Port Gibson could not be defended. Loss of Port Gibson meant the line of the south fork of Bayou Pierre could not be held. Loring knew from personal observation, that the north fork of the stream would be easily breached. After that Grand Gulf would be taken in the rear. The only militarily rational choice was to abandon Grand Gulf and Port Gibson and the entire Bayou Pierre line, and pull back through Willow Springs 30 miles to Harkinson's Ferry over the Big Black River. And that is what Loring ordered the bloodied troops under General Bowen to do, burning the bridge over the south fork of Bayou Pierre behind them. There they would meet his own over strength division, marching south.
The Yankee's delaying action at Port Gibson had cost Bowen's little army about 70 killed, more than 350 wounded and 384 captured - or almost 17% of his original force engaged. Yankee losses were about the same, but suffered by a much larger force. Grant did not press the rebels too hard, now that he had forced the cork out of the bottle He was just pleased to have escaped the malaria and mud of the Mississippi floodplain. As McClernand's men worked overnight, dismantling buildings in Port Gibson, to rebuild the burned bridge, McPherson prepared his men to ford the \south fork of Bayou Pierre upstream of the town.
Come the dawn, Saturday 2 May, 1863, two thirds of Grant's army would be across the south fork of Bayou Pierre, and when Sherman's Corps - the remaining third of Grant's army - arrived, they would be able to transfer directly across the Mississippi to Port Gibson, saving them a 2 day march.

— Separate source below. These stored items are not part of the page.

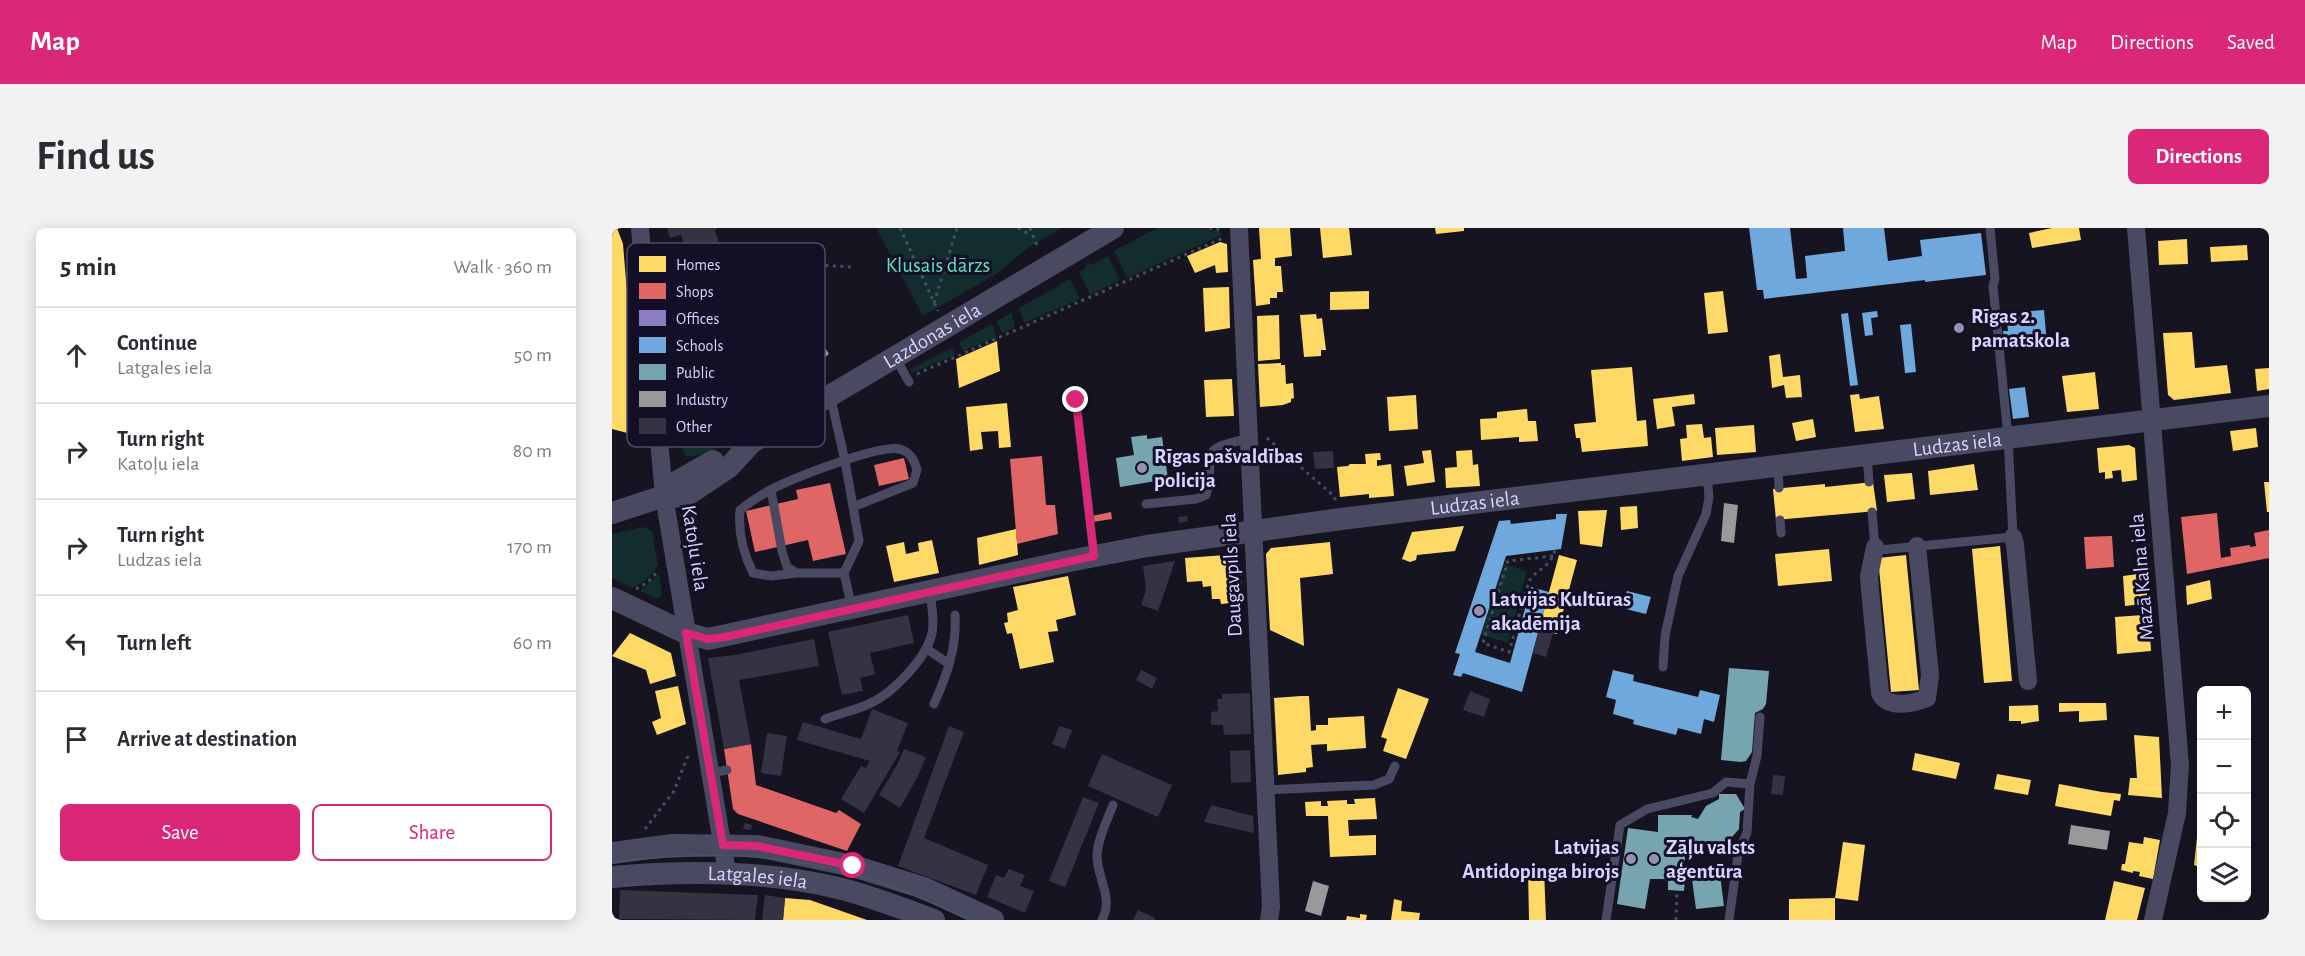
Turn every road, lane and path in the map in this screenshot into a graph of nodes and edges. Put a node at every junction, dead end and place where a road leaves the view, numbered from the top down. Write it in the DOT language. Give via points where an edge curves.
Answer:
graph roads {
  1 [pos="640,228"];
  2 [pos="900,228"];
  3 [pos="957,228"];
  4 [pos="1018,228"];
  5 [pos="1030,228"];
  6 [pos="1113,228"];
  7 [pos="1209,228"];
  8 [pos="1990,228"];
  9 [pos="2136,228"];
  10 [pos="1230,231"];
  11 [pos="1033,236"];
  12 [pos="643,243"];
  13 [pos="1038,248"];
  14 [pos="825,265"];
  15 [pos="851,267"];
  16 [pos="934,303"];
  17 [pos="946,326"];
  18 [pos="894,356"];
  19 [pos="908,380"];
  20 [pos="830,395"];
  21 [pos="825,398"];
  22 [pos="1076,400"];
  23 [pos="2269,406"];
  24 [pos="2151,420"];
  25 [pos="1248,430"];
  26 [pos="2008,437"];
  27 [pos="660,447"];
  28 [pos="736,447"];
  29 [pos="1867,455"];
  30 [pos="845,461"];
  31 [pos="1707,475"];
  32 [pos="1869,482"];
  33 [pos="771,490"];
  34 [pos="664,496"];
  35 [pos="1146,504"];
  36 [pos="853,507"];
  37 [pos="1338,507"];
  38 [pos="1872,512"];
  39 [pos="612,513"];
  40 [pos="1780,520"];
  41 [pos="1252,531"];
  42 [pos="1781,533"];
  43 [pos="2013,537"];
  44 [pos="1917,546"];
  45 [pos="1875,547"];
  46 [pos="1555,550"];
  47 [pos="1094,556"];
  48 [pos="1553,556"];
  49 [pos="661,568"];
  50 [pos="797,573"];
  51 [pos="844,573"];
  52 [pos="930,591"];
  53 [pos="622,594"];
  54 [pos="852,608"];
  55 [pos="955,615"];
  56 [pos="686,633"];
  57 [pos="927,649"];
  58 [pos="949,663"];
  59 [pos="1663,667"];
  60 [pos="2028,681"];
  61 [pos="934,704"];
  62 [pos="1760,717"];
  63 [pos="825,719"];
  64 [pos="692,746"];
  65 [pos="1395,766"];
  66 [pos="1750,784"];
  67 [pos="1265,790"];
  68 [pos="1113,805"];
  69 [pos="638,838"];
  70 [pos="723,845"];
  71 [pos="612,853"];
  72 [pos="727,873"];
  73 [pos="612,877"];
  74 [pos="1677,890"];
  75 [pos="934,920"];
  76 [pos="993,920"];
  77 [pos="1102,920"];
  78 [pos="1269,920"];
  79 [pos="1606,920"];
  80 [pos="1676,920"];
  81 [pos="1729,920"];
  82 [pos="2153,920"];
  1 -- 12 [label="street, Katoļu iela"];
  2 -- 16 [label="path"];
  3 -- 16 [label="path"];
  4 -- 11 [label="path"];
  5 -- 11 [label="path"];
  6 -- 17 [label="street, Lazdonas iela"];
  7 -- 10 [label="path"];
  8 -- 26 [label="lane"];
  9 -- 24 [label="street, Mazā Kalna iela"];
  10 -- 19 [label="path"];
  10 -- 25 [label="street, Daugavpils iela"];
  11 -- 13 [label="path"];
  14 -- 15 [label="path"];
  16 -- 17 [label="path"];
  17 -- 18 [label="street, Lazdonas iela"];
  18 -- 19 [label="lane"];
  18 -- 20 [label="street, Lazdonas iela"];
  20 -- 21 [label="street, Lazdonas iela"];
  20 -- 30 [label="lane"];
  22 -- 47 [label="lane"];
  23 -- 24 [label="street, Ludzas iela"];
  24 -- 26 [label="street, Ludzas iela"];
  24 -- 82 [label="street, Mazā Kalna iela" via="2180,787"];
  25 -- 35 [label="lane" via="1210,454 1206,495"];
  25 -- 37 [label="path" via="1334,496"];
  25 -- 41 [label="street, Daugavpils iela"];
  26 -- 29 [label="street, Ludzas iela"];
  26 -- 43 [label="lane"];
  27 -- 34 [label="street, Katoļu iela"];
  28 -- 34 [label="street, Lazdonas iela" via="678,481"];
  29 -- 31 [label="street, Ludzas iela" via="1779,477"];
  29 -- 32 [label="lane"];
  30 -- 33 [label="lane"];
  30 -- 36 [label="lane"];
  30 -- 36 [label="lane" via="889,448 909,453 917,470 913,483"];
  31 -- 41 [label="street, Ludzas iela"];
  31 -- 59 [label="lane" via="1706,513 1678,576"];
  33 -- 50 [label="lane" via="787,567"];
  33 -- 50 [label="lane" via="741,510 739,524 745,558 753,573"];
  34 -- 39 [label="street"];
  34 -- 56 [label="street, Katoļu iela"];
  36 -- 51 [label="lane" via="859,541"];
  38 -- 45 [label="lane"];
  40 -- 42 [label="lane"];
  41 -- 47 [label="street, Ludzas iela"];
  41 -- 67 [label="street, Daugavpils iela"];
  43 -- 44 [label="lane"];
  43 -- 60 [label="street"];
  44 -- 45 [label="lane" via="1879,550"];
  44 -- 45 [label="street" via="1930,675 1927,698 1888,703 1880,693 1873,630 1869,576"];
  46 -- 48 [label="path"];
  47 -- 52 [label="street, Ludzas iela"];
  48 -- 48 [label="path" via="1530,579 1509,652 1483,643 1509,561"];
  49 -- 53 [label="path" via="648,582"];
  50 -- 51 [label="lane"];
  51 -- 54 [label="lane"];
  52 -- 54 [label="street, Ludzas iela"];
  52 -- 57 [label="lane" via="933,632"];
  53 -- 56 [label="street, Ludzas iela"];
  54 -- 56 [label="street, Ludzas iela" via="725,637 708,639"];
  55 -- 58 [label="lane" via="956,633"];
  56 -- 70 [label="street, Katoļu iela" via="719,772"];
  57 -- 58 [label="lane"];
  57 -- 63 [label="lane" via="889,692 871,704"];
  58 -- 61 [label="lane"];
  62 -- 66 [label="lane"];
  64 -- 69 [label="path" via="674,791"];
  65 -- 67 [label="lane" via="1389,779 1374,785"];
  66 -- 79 [label="lane" via="1726,782 1713,793 1647,810 1620,825"];
  66 -- 81 [label="lane" via="1747,832 1738,855"];
  67 -- 78 [label="street, Daugavpils iela"];
  68 -- 77 [label="lane" via="1098,851 1108,900"];
  70 -- 71 [label="street, Latgales iela"];
  70 -- 72 [label="street, Katoļu iela"];
  70 -- 76 [label="street, Latgales iela" via="757,846 853,866 924,888"];
  72 -- 73 [label="street, Latgales iela"];
  72 -- 75 [label="street, Latgales iela" via="842,889"];
  74 -- 80 [label="path"];
}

The only positive for the Confederacy on that Friday evening, 1 May, 1863, was that the Commander of the Army of Mississippi, Lieutenant General John C. Pemberton (above), had finally transferred his headquarters to Vicksburg (below). But that change of perspective, which once might have salvaged the campaign for the rebels, had been converted by time and events into a recipe for disaster.
The nature of that disaster threw its first shadow across the strong point of Port Hudson, 200 river miles south of Vicksburg. This narrow choke point in the Mississippi, had been bypassed by Grant's capture of Grand Gulf and Port Gibson.. So General Pemberton wired the commander of Port Hudson, 41 year old New Yorker, Major General Franklin Kitchell Gardner, to bring his 2,000 man garrison to Vicksburg, as quickly as possible. It was the militarily sensible choice. With Vicksburg directly threatened, every man and gun would be needed to defend that vital point.
But a thousand miles away in Richmond, Virginia, 64 year old Confederate President, Jefferson Finis Davis (above), countermanded that order. He reminded Pemberton, "To hold both Vicksburg and Port Hudson is necessary to a connection with the Trans-Mississippi." Gardner and his 2,000 men would remain right where they were. Davis was right, of course. The South needed both points to stitch the Confederacy together.
But it was also insanity. The 2,000 man garrison was not strong enough to hold Port Hudson by themselves. But 2,000 more men might have made the difference at the upcoming battle of Champion's Hill (above). Over the next 2 weeks President Davis would frantically jam another 5,000 men into the trenches around Port Hudson. If those 7,000 men had gone to Vicksburg, they might have held the place, freeing the rest of Pemberton's army to remain mobile, and block a siege. The conundrum has given birth to an endless game of what if's, which would keep armchair generals busy for the next 200 years.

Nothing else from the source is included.